I want to built a unit of information, somewhat like a qubit, but it should encode besides the real-valued 'value' also the measure of 'uncertainty' (inverse of confidence) and measure of 'contradiction' (impossibilities). (All real-valued, and uncertainty+contradiction≤100%)
I've looked into Łukasiewicz logic, different generalizations of many-valued logics, fuzzy logic and Bochvar's internal three-valued logic.
Fuzzy logic (more specifically, the multiplication variant) comes closest to how true and false (and in between) should interact with each other (i.e. multiplicative T-norms). Bochvar's comes closest to how I want to propagate either uncertainty or contradiction (value 'I', and when both are 100%).
Then I found Subjective logic that almost precisely encodes how I would implement value and uncertainty on two dimensions. (Although I'm looking for an objective logic, not a subjective one.)
The problem is still that of how to combine both uncertainty and contradiction.
Then I found Bayesian probabilities, which I have a hard time understanding how it works (the wiki page contains no math at all).
I did some thought experiments as to how I would numerically implement my logic. My logic will be encoded in a triple [v, u, c] standing for Value, Uncertainty and Contradiction.
With these values I want to perform the following 6 operations: NOT, AND, Un-AND, OR, Un-OR, and XOR.
Examples:
First, define: x AND y = x * y = z, x Un-AND y = x / y = z, and none of the values can exceed the closed range $[0, 1]$.
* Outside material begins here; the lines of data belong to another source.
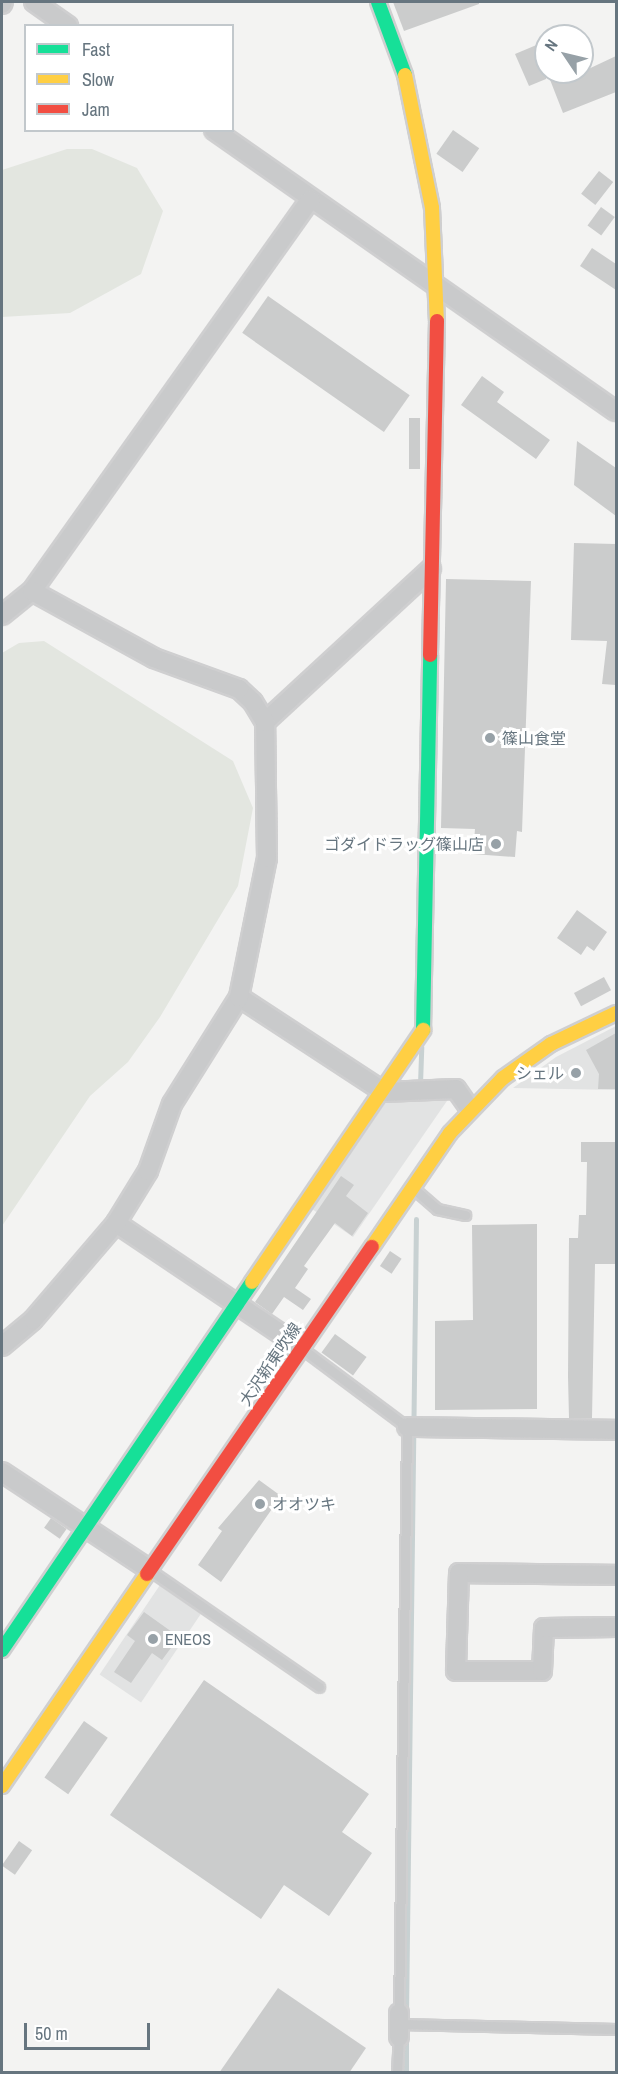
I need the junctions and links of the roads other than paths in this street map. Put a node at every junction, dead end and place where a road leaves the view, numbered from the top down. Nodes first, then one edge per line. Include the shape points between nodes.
1 (34, 2) edge
2 (378, 2) edge
3 (65, 24) edge
4 (217, 132) edge
5 (310, 200) junction
6 (435, 285) junction
7 (616, 411) edge
8 (431, 569) junction
9 (32, 591) junction
10 (2, 615) edge
11 (265, 722) junction
12 (239, 997) junction
13 (616, 1012) edge
14 (384, 1092) junction
15 (470, 1109) junction
16 (411, 1187) junction
17 (465, 1215) dead end
18 (116, 1223) junction
19 (238, 1307) junction
20 (2, 1346) edge
21 (302, 1348) junction
22 (407, 1427) junction
23 (616, 1430) edge
24 (2, 1472) edge
25 (86, 1527) junction
26 (150, 1570) junction
27 (616, 1575) edge
28 (616, 1628) edge
29 (2, 1650) edge
30 (319, 1687) dead end
31 (2, 1786) edge
32 (399, 2025) junction
33 (616, 2029) edge
34 (397, 2073) edge

1 - 3 street
2 - 6 street via 408,84 432,208
4 - 5 street
5 - 6 street
5 - 9 street
6 - 7 street
6 - 8 street
8 - 11 street
8 - 14 street via 423,1030
9 - 10 street
9 - 11 street via 154,658 239,689
11 - 12 street via 267,858
12 - 14 street
12 - 18 street via 172,1104 148,1171
13 - 15 street, 大沢新東吹線 via 551,1044
14 - 15 street via 456,1089
14 - 19 street
15 - 16 street, 大沢新東吹線
16 - 17 lane via 437,1209
16 - 21 street, 大沢新東吹線
18 - 19 street
18 - 20 street via 33,1320
19 - 21 street
19 - 25 street
21 - 22 lane
21 - 26 street, 大沢新東吹線
22 - 23 street
22 - 32 lane
24 - 25 street
25 - 26 street
25 - 29 street
26 - 30 lane
26 - 31 street, 大沢新東吹線
27 - 28 street via 459,1573 456,1671 542,1671 544,1628
32 - 33 lane
32 - 34 lane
Also, define: 'value' is the probability that you would observe this value as true, and false otherwise. This is distinct from 'uncertainty' because the latter encodes that you don't know something about 'value'. An uncertainty of 100% means you don't know if the value would be observed true 10% of the time or 50% or with any other probability.
[½, 0, 0] And [½, 0, 0]=[¼, 0, 0]because when the inputs are both true 50% of the time, then you can make 4 combinations, of which only one results in true, hence 25%.[¼, 0, 0] Un-And [½, 0, 0]=[½, 0, 0]because of the rule above.[0, 0, 0] Un-And [0, 0, 0]=[~, 1, 0](read: "Uncertain") because every possible value (except impossible values) when AND-ed with false, produces false.[1, 0, 0] Un-And [0, 0, 0]=[~, 0, 1](read: "Contradiction") because there exists no value that, when AND-ed with false, produces true.
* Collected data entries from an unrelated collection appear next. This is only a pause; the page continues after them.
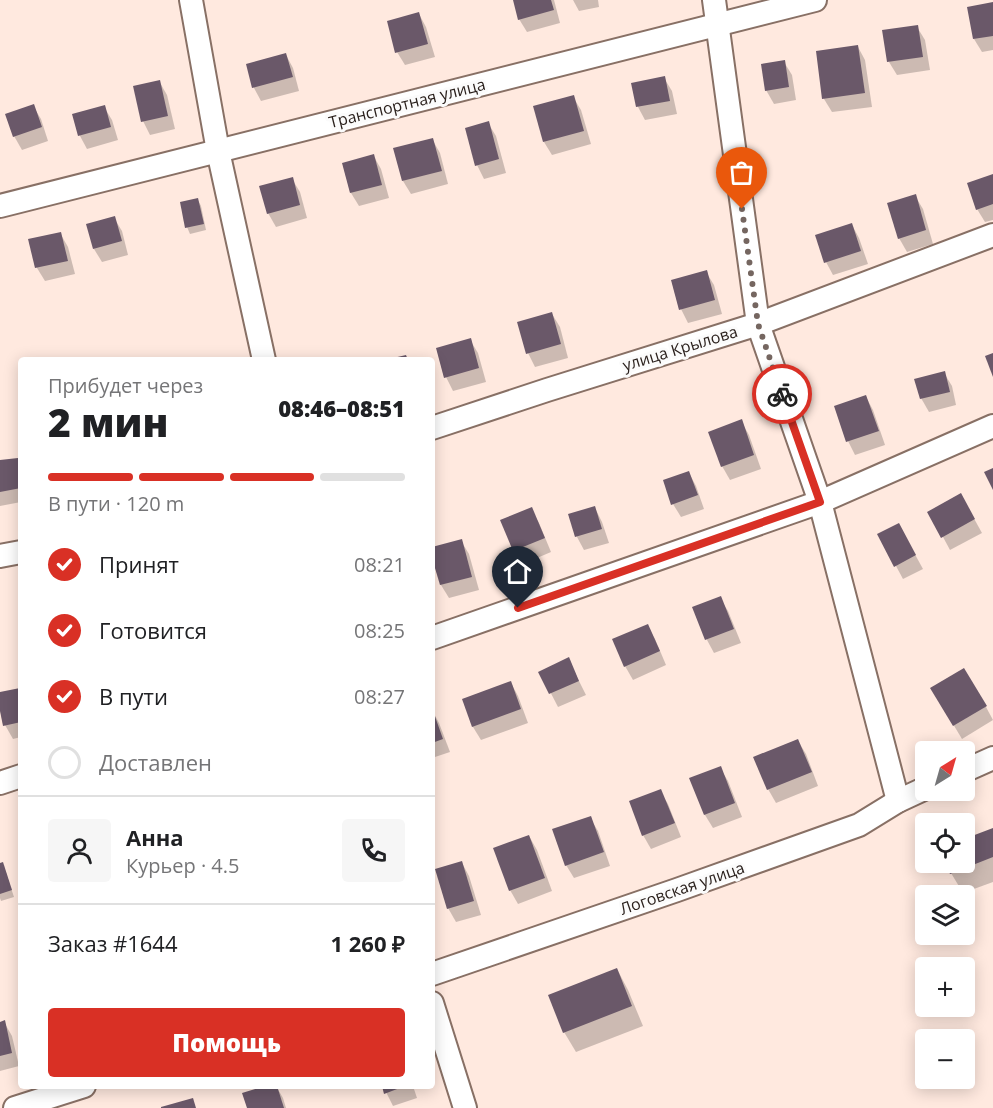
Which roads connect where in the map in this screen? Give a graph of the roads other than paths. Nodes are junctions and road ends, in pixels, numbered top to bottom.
1 (191, 0) edge
2 (714, 0) edge
3 (814, 0) edge
4 (717, 24) junction
5 (218, 151) junction
6 (0, 206) edge
7 (993, 235) edge
8 (758, 324) junction
9 (263, 357) edge
10 (993, 426) edge
11 (435, 427) edge
12 (820, 502) junction
13 (18, 553) edge
14 (0, 556) edge
15 (435, 637) edge
16 (993, 758) edge
17 (975, 766) edge
18 (18, 777) edge
19 (0, 783) edge
20 (915, 793) edge
21 (898, 801) junction
22 (435, 973) edge
23 (435, 1013) edge
24 (75, 1089) edge
25 (15, 1108) edge
26 (465, 1108) edge

1 - 5 street
2 - 4 street
3 - 4 street, Транспортная улица
4 - 5 street, Транспортная улица
4 - 8 street
5 - 6 street, Транспортная улица
5 - 9 street
7 - 8 street, улица Крылова
8 - 11 street, улица Крылова
8 - 12 street
10 - 12 street
12 - 15 street
12 - 21 street
13 - 14 street
16 - 17 street
18 - 19 street
20 - 21 street, Логовская улица
21 - 22 street, Логовская улица
23 - 26 street
24 - 25 street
Going a bit more complex one can show that,
[~, 1, 0] Un-And [½, 0, 0]=[~, ½, ½]. Of all the possible inputs on the left, half of them $(½..1]$ would be too high, producing a contradiction, and the other half $[0..½]$ when Un-ANDed by $½$, produce all the values from $0..1$, so uncertainty is maximum.
Problems arise when the output contains a non-uniform range or a range not spanning the full $0..1$. For example:
[½, 0, 0] Un-And [~, 1, 0]=[ , , ½]. Of all the possible inputs on the right, half of them $[0..½)$ produce a contradiction, which is fine. The othe half $[½..1]$ produces a range spanning $[½..1]$ which is not linear (it's a segment of the reciprocal curve).
I'm uncertain as to how to encode the above result into my unit of information. Perhaps my triple [v, u, c] is inadequate or perhaps v and u should be an intricate probability distribution functions.
I feel like I opened a can of worms that I can't manage myself, but at the same time, I feel it ought to have been opened by mathematicians before, but I can't find evidence of it. Do you guys know if such a logic exists, or how I can fix my problem?